After that, coaches always seemed to call me Schwartzie and I liked it a lot better than Harvey. Having major league pitcher Harvey Haddix pitch two no-hitters helped with my given name, but now there’s Harvey Weinstein.
When I was the high scorer on my junior high intramural basketball team, the school paper called me Harvey Hurricane Schwartz. But now we have Hurricane Harvey.
In French Harvey means battle, strong, worthy, and ardent:
I was irate when I couldn’t play on the school basketball team in junior high because practice conflicted with Hebrew School. Once I got up and walked home after I didn’t hear Mrs. Galprin calling my name during roll and subsequently telling me I’d be ruled absent.
This all gave me an odd dilemma. I resented that being Jewish made me different. But whenever I sensed prejudice staring down at me I felt compelled to defend my Jewishness, usually in sports.
Spanish speakers named Javier often choose the name Harvey to Americanize themselves. Sr. Gonzalez, my junior high Spanish teacher, asked us to pick any Spanish name for ourselves. He was from Cuba. I chose Fidel and his face turned red. We compromised on Javier.
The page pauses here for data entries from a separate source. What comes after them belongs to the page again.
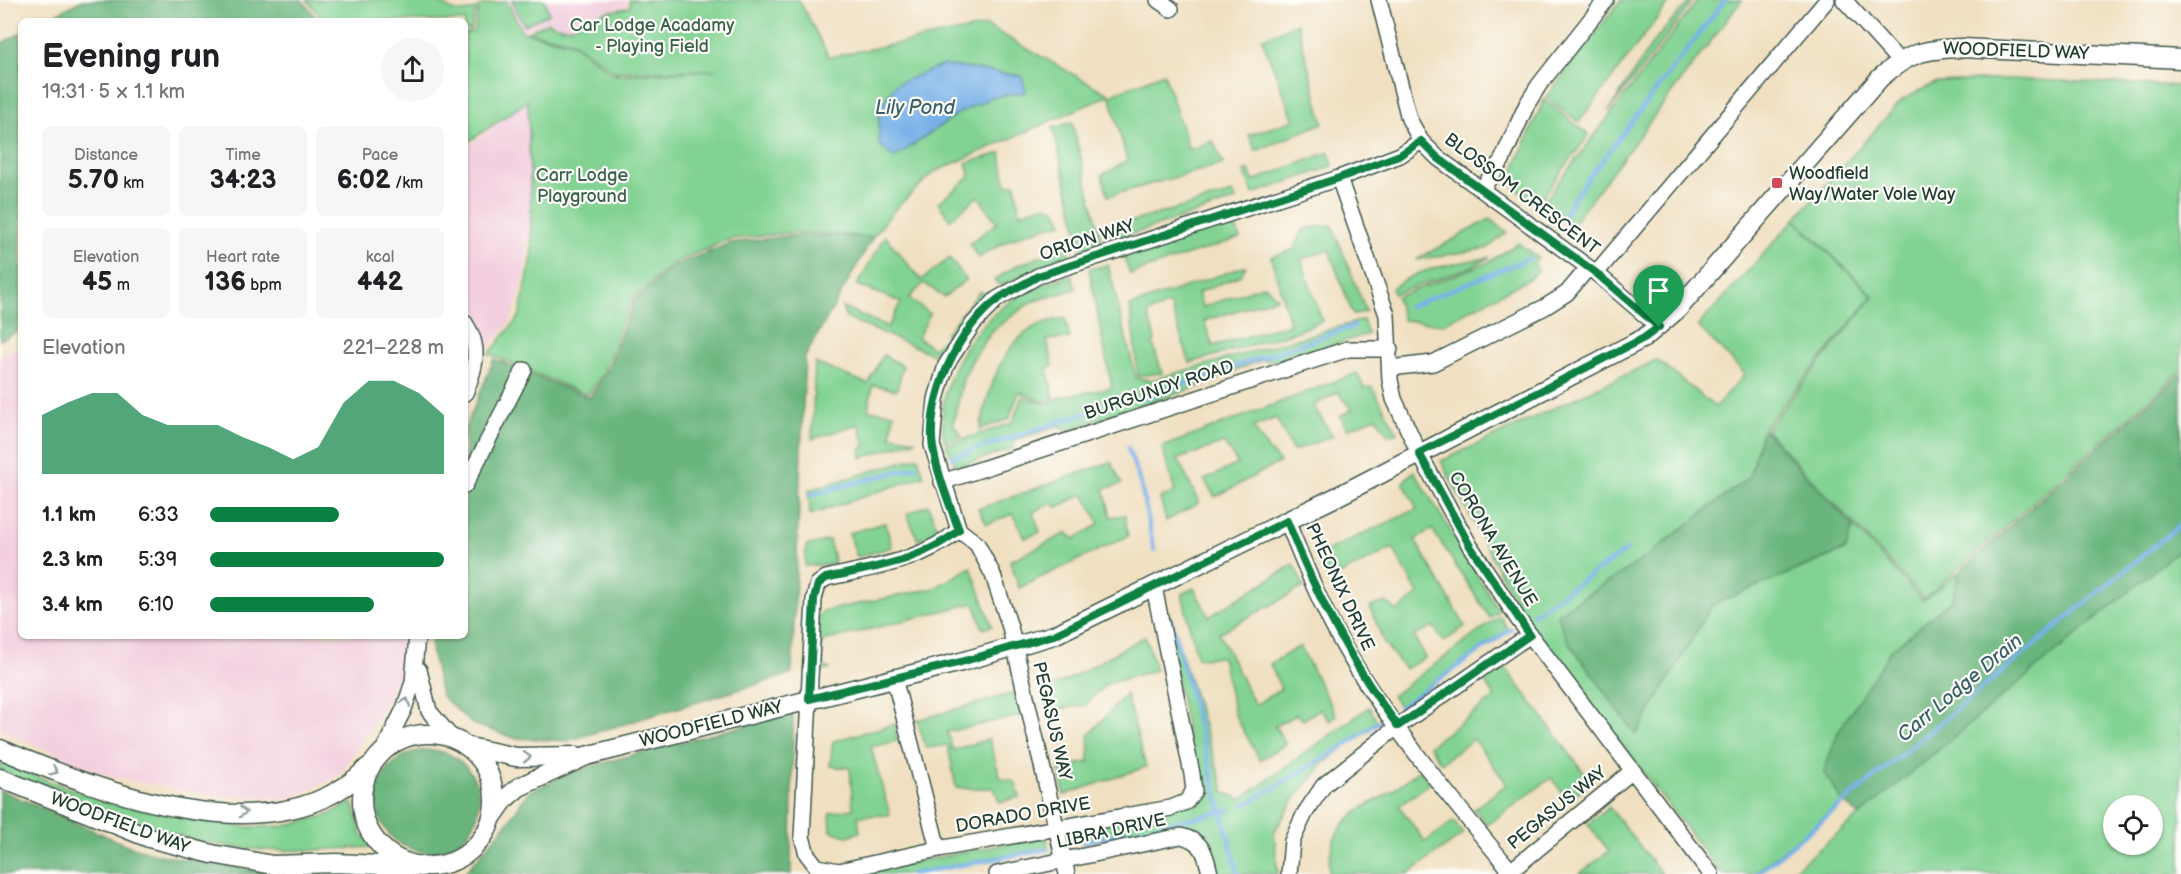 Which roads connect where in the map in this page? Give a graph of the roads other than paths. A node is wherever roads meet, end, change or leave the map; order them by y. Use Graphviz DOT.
graph roads {
  1 [pos="1379,0"];
  2 [pos="1606,0"];
  3 [pos="1827,0"];
  4 [pos="1853,2"];
  5 [pos="2181,59"];
  6 [pos="1899,61"];
  7 [pos="1421,141"];
  8 [pos="1339,178"];
  9 [pos="1482,189"];
  10 [pos="1592,270"];
  11 [pos="468,327"];
  12 [pos="1659,327"];
  13 [pos="1390,349"];
  14 [pos="1390,368"];
  15 [pos="524,370"];
  16 [pos="468,382"];
  17 [pos="1419,453"];
  18 [pos="468,479"];
  19 [pos="942,482"];
  20 [pos="1287,521"];
  21 [pos="959,530"];
  22 [pos="1154,587"];
  23 [pos="1530,635"];
  24 [pos="416,643"];
  25 [pos="1015,648"];
  26 [pos="894,678"];
  27 [pos="809,699"];
  28 [pos="1398,726"];
  29 [pos="451,737"];
  30 [pos="469,747"];
  31 [pos="0,749"];
  32 [pos="380,755"];
  33 [pos="586,756"];
  34 [pos="1631,772"];
  35 [pos="0,778"];
  36 [pos="493,816"];
  37 [pos="1057,830"];
  38 [pos="938,849"];
  39 [pos="422,867"];
  40 [pos="1066,868"];
  41 [pos="1509,872"];
  42 [pos="997,874"];
  43 [pos="1210,874"];
  44 [pos="1289,874"];
  45 [pos="1711,874"];
  1 -- 7 [label="street, BLOSSOM CRESCENT"];
  2 -- 9 [label="street"];
  3 -- 10 [label="street"];
  4 -- 6 [label="street"];
  5 -- 6 [label="street, WOODFIELD WAY"];
  6 -- 12 [label="street, WOODFIELD WAY"];
  7 -- 8 [label="street, ORION WAY"];
  7 -- 9 [label="street, BLOSSOM CRESCENT"];
  8 -- 13 [label="street, CORONA AVENUE"];
  8 -- 19 [label="street, ORION WAY"];
  9 -- 10 [label="street, BLOSSOM CRESCENT"];
  10 -- 12 [label="street, BLOSSOM CRESCENT"];
  10 -- 14 [label="street"];
  11 -- 16 [label="street"];
  12 -- 17 [label="street, WOODFIELD WAY"];
  13 -- 14 [label="street, CORONA AVENUE"];
  13 -- 19 [label="street, BURGUNDY ROAD"];
  14 -- 17 [label="street, CORONA AVENUE"];
  15 -- 18 [label="street"];
  17 -- 20 [label="street, WOODFIELD WAY"];
  17 -- 23 [label="street, CORONA AVENUE"];
  19 -- 21 [label="street, ORION WAY"];
  20 -- 22 [label="street, WOODFIELD WAY"];
  20 -- 28 [label="street, PHEONIX DRIVE"];
  21 -- 25 [label="street, ORION WAY"];
  21 -- 27 [label="street"];
  22 -- 25 [label="street, WOODFIELD WAY"];
  22 -- 37 [label="street, DORADO DRIVE"];
  23 -- 28 [label="street"];
  23 -- 34 [label="street, CORONA AVENUE"];
  24 -- 29 [label="street"];
  32 -- 24 [label="street, one-way"];
  25 -- 26 [label="street, WOODFIELD WAY"];
  25 -- 37 [label="street, PEGASUS WAY"];
  26 -- 27 [label="street, WOODFIELD WAY"];
  26 -- 38 [label="street"];
  27 -- 33 [label="street, WOODFIELD WAY"];
  27 -- 38 [label="street, DORADO DRIVE"];
  28 -- 41 [label="street, PHEONIX DRIVE"];
  28 -- 44 [label="street"];
  29 -- 30 [label="street"];
  29 -- 32 [label="street"];
  30 -- 33 [label="street, WOODFIELD WAY, one-way"];
  30 -- 36 [label="street"];
  31 -- 32 [label="street, WOODFIELD WAY, one-way"];
  32 -- 39 [label="street"];
  33 -- 36 [label="street, WOODFIELD WAY"];
  34 -- 41 [label="street, PEGASUS WAY"];
  34 -- 45 [label="street, CORONA AVENUE"];
  35 -- 39 [label="street, WOODFIELD WAY"];
  36 -- 39 [label="street"];
  37 -- 38 [label="street, DORADO DRIVE"];
  37 -- 40 [label="street, PEGASUS WAY"];
  40 -- 42 [label="street, LIBRA DRIVE"];
  40 -- 43 [label="street, LIBRA DRIVE"];
}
Javier has always resonated with me. I often use it when asked for my name for a restaurant wait-list. Other than a tinge of cultural appropriation, I love using it – no baggage.
Now, as an adult, I feel proud of my heritage and realize how misguided the childhood prejudices were. I also appreciate that my parents faced the real threat of hitler storming our shores and handing them the same fate as European Jews. They felt the need to be proud and separate.
But I have to admit, there’s tinge of a newness that feels far from my childhood memories, when my wife Colleen calls me Javier or Javiero rather than Harvey.
Harvey Schwartz wrote this as a later day student at Western Washington University. He learned Americana growing up on the east coast. He unlearned it at Woodstock, a hippie commune, and during extensive hitchhiking. A long chiropractic career offered another perspective. He’s been published in The Sun, Jeopardy, Cirque, Clover, Tulip Tree Review, Pidgeonholes, Inkspeak, and Whatcom Writes among others. Bellingham Repertory Dance, Snowdance Film Festival, and the Direct Short Online Film Festival have featured his work.